EXERCISE DIRECTIONS |
Search the entries below for "this", and copy each line where it appears.

DATASET ENTRIES |

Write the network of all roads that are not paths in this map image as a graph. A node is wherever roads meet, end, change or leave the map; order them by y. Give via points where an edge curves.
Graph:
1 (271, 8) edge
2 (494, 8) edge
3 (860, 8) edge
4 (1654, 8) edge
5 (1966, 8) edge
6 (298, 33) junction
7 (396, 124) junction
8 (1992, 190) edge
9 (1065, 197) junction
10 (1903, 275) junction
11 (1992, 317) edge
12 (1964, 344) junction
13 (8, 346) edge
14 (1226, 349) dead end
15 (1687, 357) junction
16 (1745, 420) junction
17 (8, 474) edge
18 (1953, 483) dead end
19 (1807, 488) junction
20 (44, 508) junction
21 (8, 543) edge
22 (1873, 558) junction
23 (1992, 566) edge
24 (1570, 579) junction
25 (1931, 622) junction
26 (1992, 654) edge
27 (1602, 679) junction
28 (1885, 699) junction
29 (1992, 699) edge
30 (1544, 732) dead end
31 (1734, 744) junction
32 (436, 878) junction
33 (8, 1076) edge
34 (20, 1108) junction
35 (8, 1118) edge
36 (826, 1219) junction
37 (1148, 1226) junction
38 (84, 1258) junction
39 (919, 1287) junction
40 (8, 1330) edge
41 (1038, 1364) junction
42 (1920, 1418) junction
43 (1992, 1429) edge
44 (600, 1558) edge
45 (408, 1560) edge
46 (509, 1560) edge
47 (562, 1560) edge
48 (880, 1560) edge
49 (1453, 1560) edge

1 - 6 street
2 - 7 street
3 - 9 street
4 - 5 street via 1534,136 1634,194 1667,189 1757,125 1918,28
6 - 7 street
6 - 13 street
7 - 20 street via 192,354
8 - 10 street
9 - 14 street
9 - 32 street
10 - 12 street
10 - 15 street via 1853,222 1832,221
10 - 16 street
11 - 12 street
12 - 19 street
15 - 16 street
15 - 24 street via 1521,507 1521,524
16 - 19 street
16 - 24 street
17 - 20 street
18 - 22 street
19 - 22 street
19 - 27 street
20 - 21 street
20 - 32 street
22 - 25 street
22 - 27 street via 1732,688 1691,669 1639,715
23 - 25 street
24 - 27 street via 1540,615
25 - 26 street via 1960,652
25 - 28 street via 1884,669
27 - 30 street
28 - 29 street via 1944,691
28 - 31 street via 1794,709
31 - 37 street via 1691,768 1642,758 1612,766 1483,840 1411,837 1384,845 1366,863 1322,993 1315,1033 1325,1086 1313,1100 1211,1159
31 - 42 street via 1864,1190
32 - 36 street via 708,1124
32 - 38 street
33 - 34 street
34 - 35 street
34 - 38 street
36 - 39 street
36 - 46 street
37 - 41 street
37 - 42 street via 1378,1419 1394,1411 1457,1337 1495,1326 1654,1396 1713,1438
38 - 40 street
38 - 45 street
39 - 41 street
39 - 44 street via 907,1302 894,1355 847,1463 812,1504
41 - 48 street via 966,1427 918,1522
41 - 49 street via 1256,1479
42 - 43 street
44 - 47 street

---

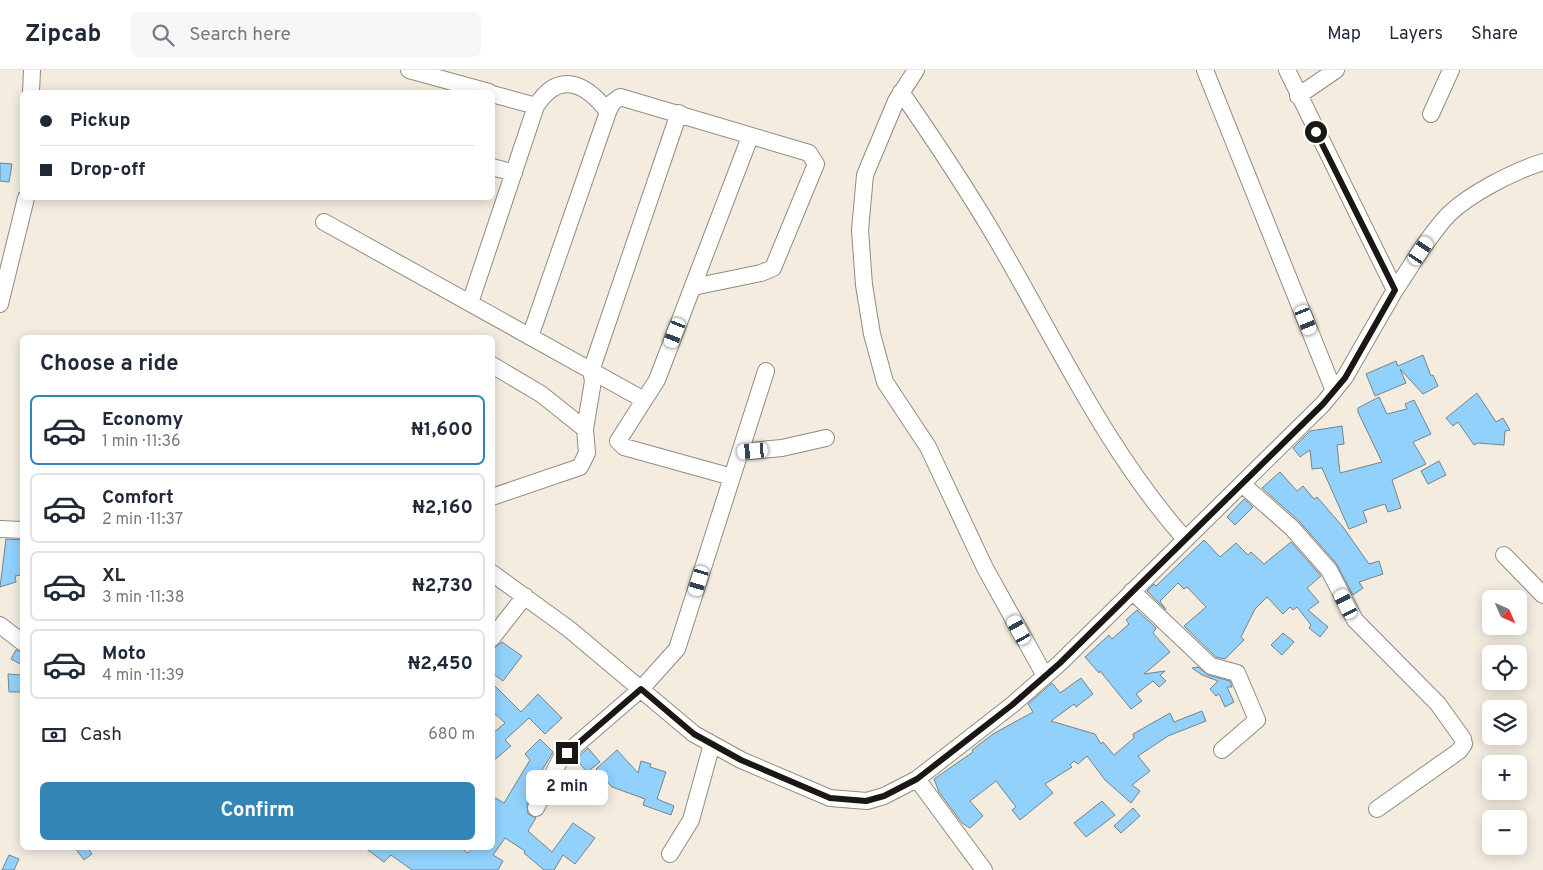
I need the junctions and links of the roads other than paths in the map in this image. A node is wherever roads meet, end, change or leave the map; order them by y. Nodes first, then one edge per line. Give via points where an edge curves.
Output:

* * *

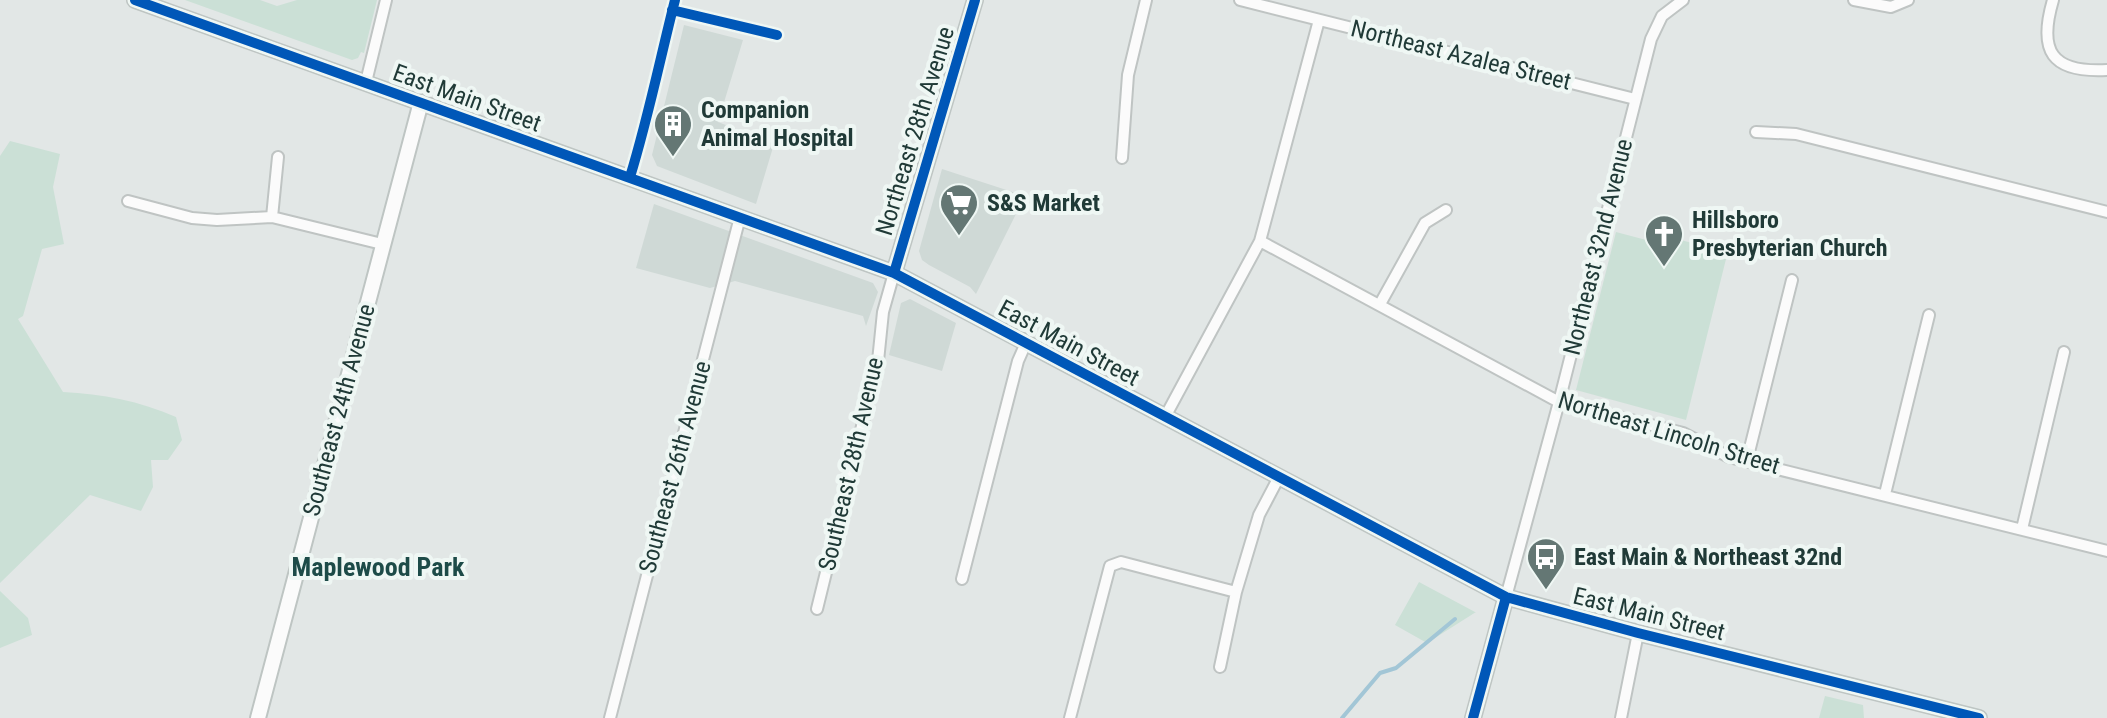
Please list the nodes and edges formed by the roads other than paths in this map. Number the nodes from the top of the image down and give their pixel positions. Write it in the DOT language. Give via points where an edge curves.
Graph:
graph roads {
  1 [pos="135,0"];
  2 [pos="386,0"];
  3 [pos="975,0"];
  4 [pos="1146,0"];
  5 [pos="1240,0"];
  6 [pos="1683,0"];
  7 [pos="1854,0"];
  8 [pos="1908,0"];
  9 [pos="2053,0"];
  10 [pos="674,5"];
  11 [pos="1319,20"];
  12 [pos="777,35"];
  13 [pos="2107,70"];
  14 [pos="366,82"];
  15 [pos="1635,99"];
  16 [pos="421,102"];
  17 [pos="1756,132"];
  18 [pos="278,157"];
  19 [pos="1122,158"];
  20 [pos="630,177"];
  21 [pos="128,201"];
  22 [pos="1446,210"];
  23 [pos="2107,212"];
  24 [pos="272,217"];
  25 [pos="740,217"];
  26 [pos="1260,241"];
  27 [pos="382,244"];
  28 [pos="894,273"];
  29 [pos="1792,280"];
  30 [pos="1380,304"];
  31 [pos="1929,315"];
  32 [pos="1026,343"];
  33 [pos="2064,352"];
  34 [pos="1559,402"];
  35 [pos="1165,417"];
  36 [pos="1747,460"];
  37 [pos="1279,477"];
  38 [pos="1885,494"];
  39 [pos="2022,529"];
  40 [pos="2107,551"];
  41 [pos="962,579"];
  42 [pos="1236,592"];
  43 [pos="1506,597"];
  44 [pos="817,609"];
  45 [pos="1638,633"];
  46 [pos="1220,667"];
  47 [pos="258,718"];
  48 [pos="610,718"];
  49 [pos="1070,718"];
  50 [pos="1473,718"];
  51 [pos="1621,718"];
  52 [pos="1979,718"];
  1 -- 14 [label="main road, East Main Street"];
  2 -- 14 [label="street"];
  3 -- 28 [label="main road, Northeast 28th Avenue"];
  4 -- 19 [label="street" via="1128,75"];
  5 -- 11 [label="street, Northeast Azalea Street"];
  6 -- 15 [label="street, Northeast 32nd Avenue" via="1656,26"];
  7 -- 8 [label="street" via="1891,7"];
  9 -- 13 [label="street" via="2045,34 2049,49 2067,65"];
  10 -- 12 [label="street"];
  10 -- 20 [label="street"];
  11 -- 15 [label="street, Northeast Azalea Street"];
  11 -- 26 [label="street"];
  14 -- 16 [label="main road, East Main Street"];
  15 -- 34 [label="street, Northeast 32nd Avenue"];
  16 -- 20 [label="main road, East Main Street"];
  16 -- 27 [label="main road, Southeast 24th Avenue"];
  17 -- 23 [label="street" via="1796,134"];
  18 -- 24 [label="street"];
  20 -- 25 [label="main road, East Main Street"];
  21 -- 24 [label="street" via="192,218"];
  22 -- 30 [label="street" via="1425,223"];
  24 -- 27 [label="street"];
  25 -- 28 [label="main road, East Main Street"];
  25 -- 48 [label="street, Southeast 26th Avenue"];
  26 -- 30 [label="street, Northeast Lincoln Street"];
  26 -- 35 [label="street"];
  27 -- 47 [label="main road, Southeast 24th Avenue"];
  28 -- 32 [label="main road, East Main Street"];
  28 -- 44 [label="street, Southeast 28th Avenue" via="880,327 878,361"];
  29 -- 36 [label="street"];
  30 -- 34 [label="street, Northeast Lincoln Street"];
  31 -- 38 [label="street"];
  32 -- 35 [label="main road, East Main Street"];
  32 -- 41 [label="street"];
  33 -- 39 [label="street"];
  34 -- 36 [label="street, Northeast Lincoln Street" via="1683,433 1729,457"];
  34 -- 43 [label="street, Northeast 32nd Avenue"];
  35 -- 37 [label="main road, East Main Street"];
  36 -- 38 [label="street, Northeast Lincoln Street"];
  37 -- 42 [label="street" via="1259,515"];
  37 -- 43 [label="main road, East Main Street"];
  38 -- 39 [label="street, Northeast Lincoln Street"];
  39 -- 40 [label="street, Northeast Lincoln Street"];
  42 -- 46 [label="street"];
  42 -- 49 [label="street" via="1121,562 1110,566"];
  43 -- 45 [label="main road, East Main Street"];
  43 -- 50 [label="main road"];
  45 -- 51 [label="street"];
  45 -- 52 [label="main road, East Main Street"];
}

OUTPUT BELOW |
Write the network of all roads that are not paths in this map image as a graph. A node is wherever roads meet, end, change or leave the map; order them by y. Give via points where an edge curves.
I need the junctions and links of the roads other than paths in the map in this image. A node is wherever roads meet, end, change or leave the map; order them by y. Nodes first, then one edge per line. Give via points where an edge curves.
Please list the nodes and edges formed by the roads other than paths in this map. Number the nodes from the top of the image down and give their pixel positions. Write it in the DOT language. Give via points where an edge curves.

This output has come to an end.